Lysine-doped polydopamine coating enhances antithrombogenicity and endothelialization of an electrospun aligned fibrous vascular graft

Abstract

Accelerating in situ endothelialization while inhibiting thrombosis is critical for the success of small-caliber tissue-engineered vascular grafts (TEVGs). In this study, a lysine (Lys) doped polydopamine (PDA) coating strategy was exploited to functionalize the TEVGs for vascular tissue regeneration. Using electrospun aligned poly(L-lactide-co-caprolactone) (PLCL) fiber arrays as the demonstrating biomaterial, introduction of Lys to the dopamine polymerization process was found to promote the formation of PDA-Lys composite coating layer atop the fiber surface via Schiff base and Michael addition reactions.

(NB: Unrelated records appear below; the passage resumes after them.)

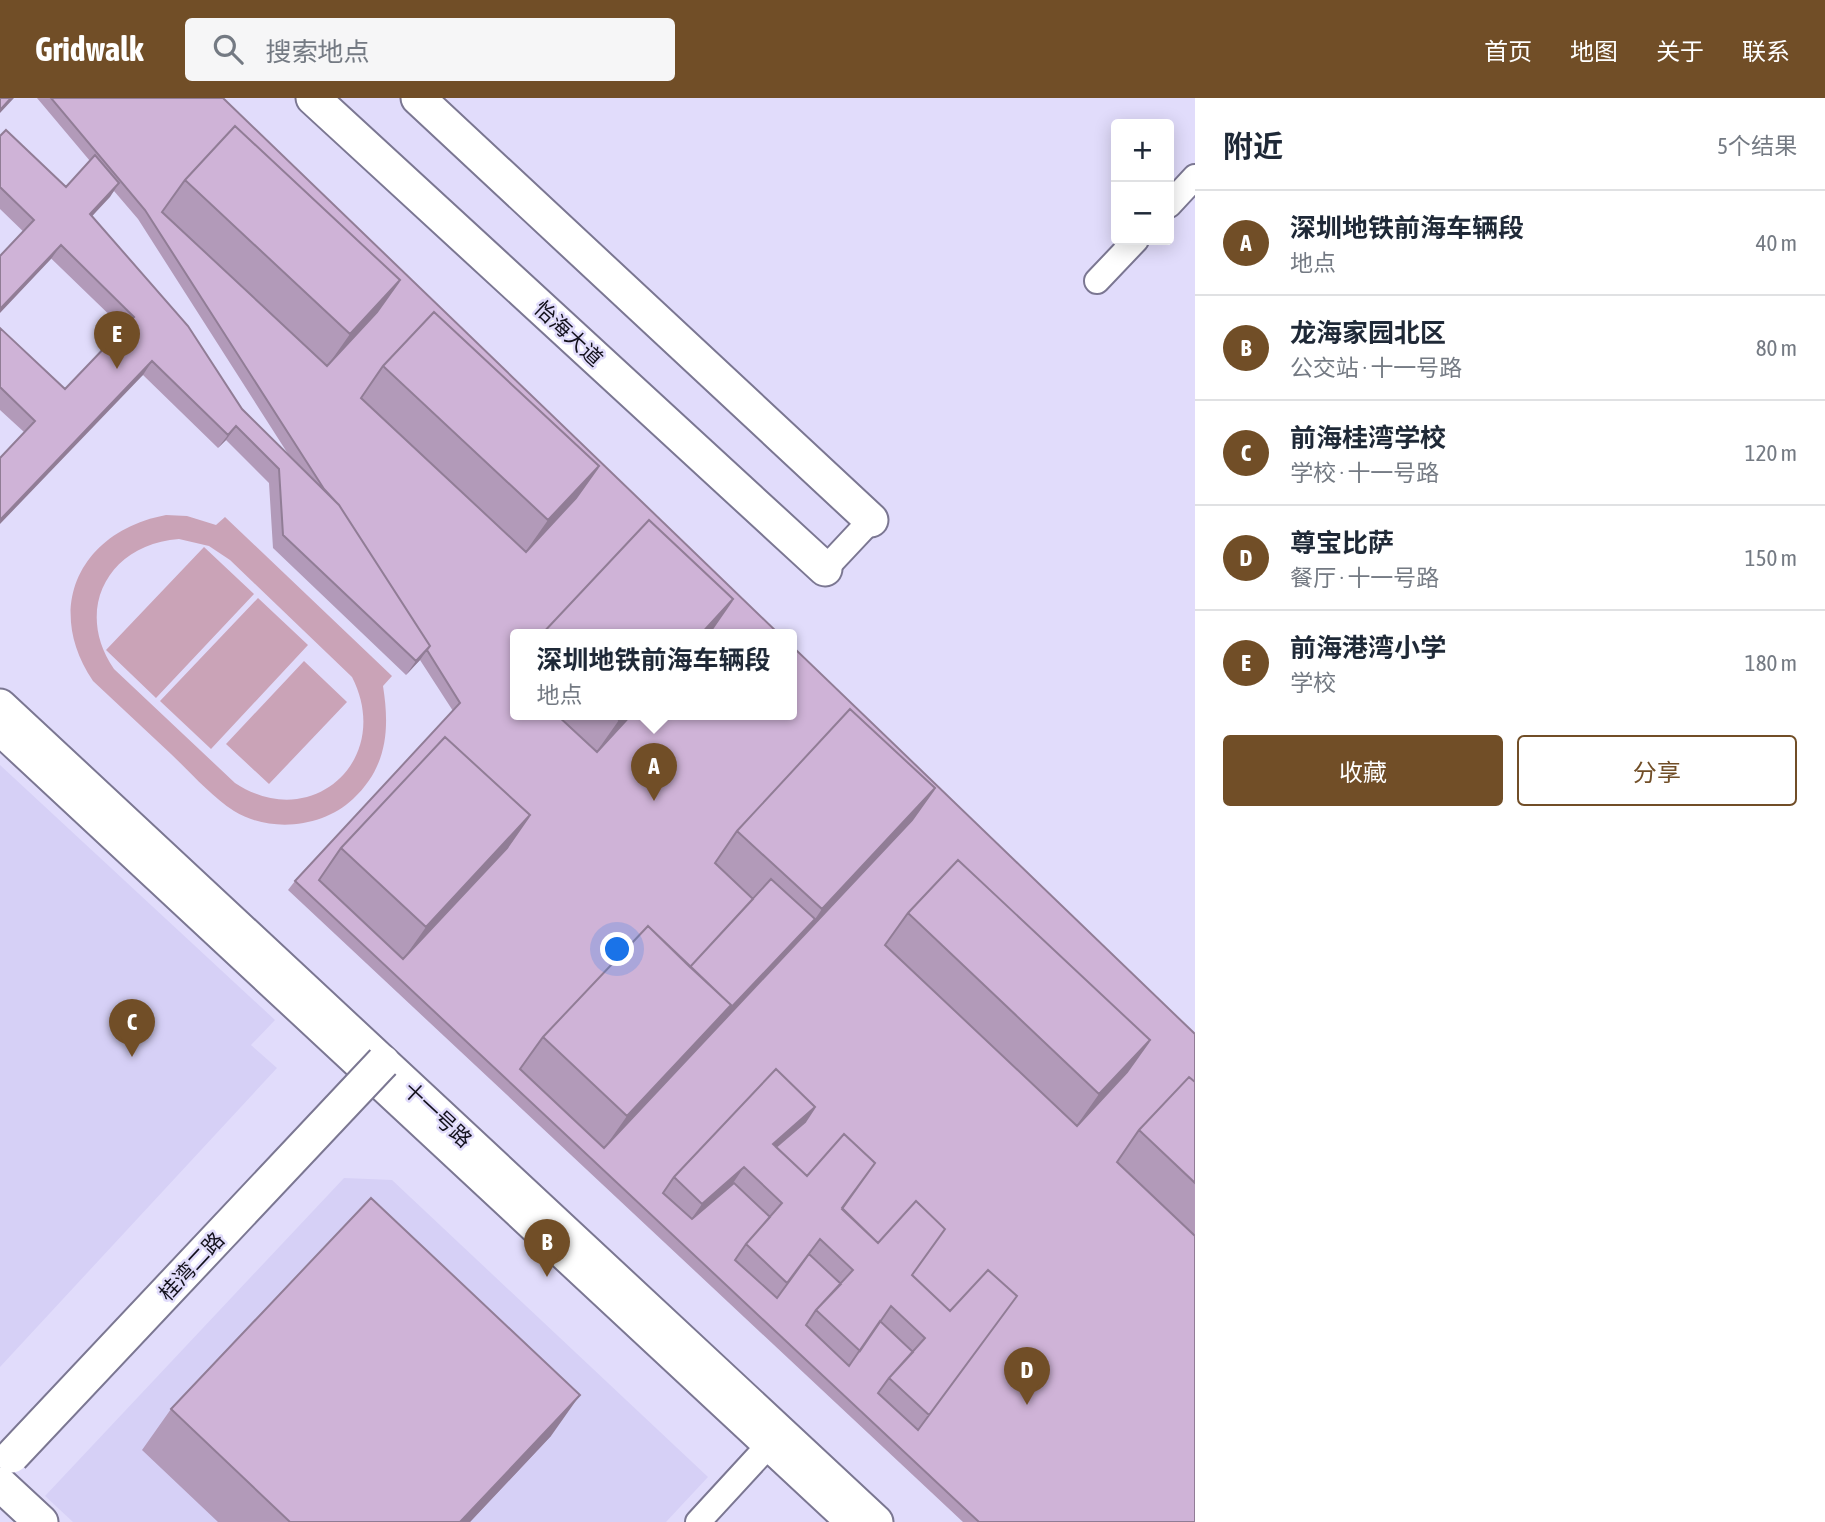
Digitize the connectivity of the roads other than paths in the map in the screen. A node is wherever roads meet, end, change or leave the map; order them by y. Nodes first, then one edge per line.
1 (313, 98) edge
2 (418, 98) edge
3 (1195, 177) edge
4 (1174, 200) edge
5 (1131, 245) edge
6 (1097, 281) dead end
7 (871, 520) joint
8 (825, 569) joint
9 (0, 706) edge
10 (0, 734) edge
11 (383, 1062) junction
12 (767, 1447) junction
13 (4, 1470) edge
14 (41, 1522) edge
15 (698, 1522) edge
16 (847, 1522) edge
17 (876, 1522) edge

1 - 8 street, 怡海大道
2 - 7 street
3 - 4 street
5 - 6 street
7 - 8 street
9 - 11 street, 十一号路
10 - 12 street
11 - 13 street, 桂湾二路, bridge
11 - 17 street, 十一号路
12 - 15 street
12 - 16 street
13 - 14 street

Such a surface functionalization remarkably improved the coating layer uniformity, wettability, and protein adsorption capacity. In vitro assessment showed that the PDA-Lys coating layer was anti-thrombogenic and anti-inflammatory, and accelerated the formation of confluent endothelial monolayer by promoting cell-fiber and cell-cell interactions. Upon implantation in a rabbit carotid artery replacement model for 3 months, the constructed TEVGs (2 mm inner diameter), with oriented fiber architecture parallel to the longitudinal axis of grafts, were confirmed to significantly suppress thrombosis and accelerate regeneration of endothelium and tunica media layer, thereby exhibiting a positive vascular remodeling and integration capability in revascularization. This study demonstrated that the lysine-doped PDA coating provided a facile and effective platform for the improvement of antithrombogenicity and endothelialization of TEVGs.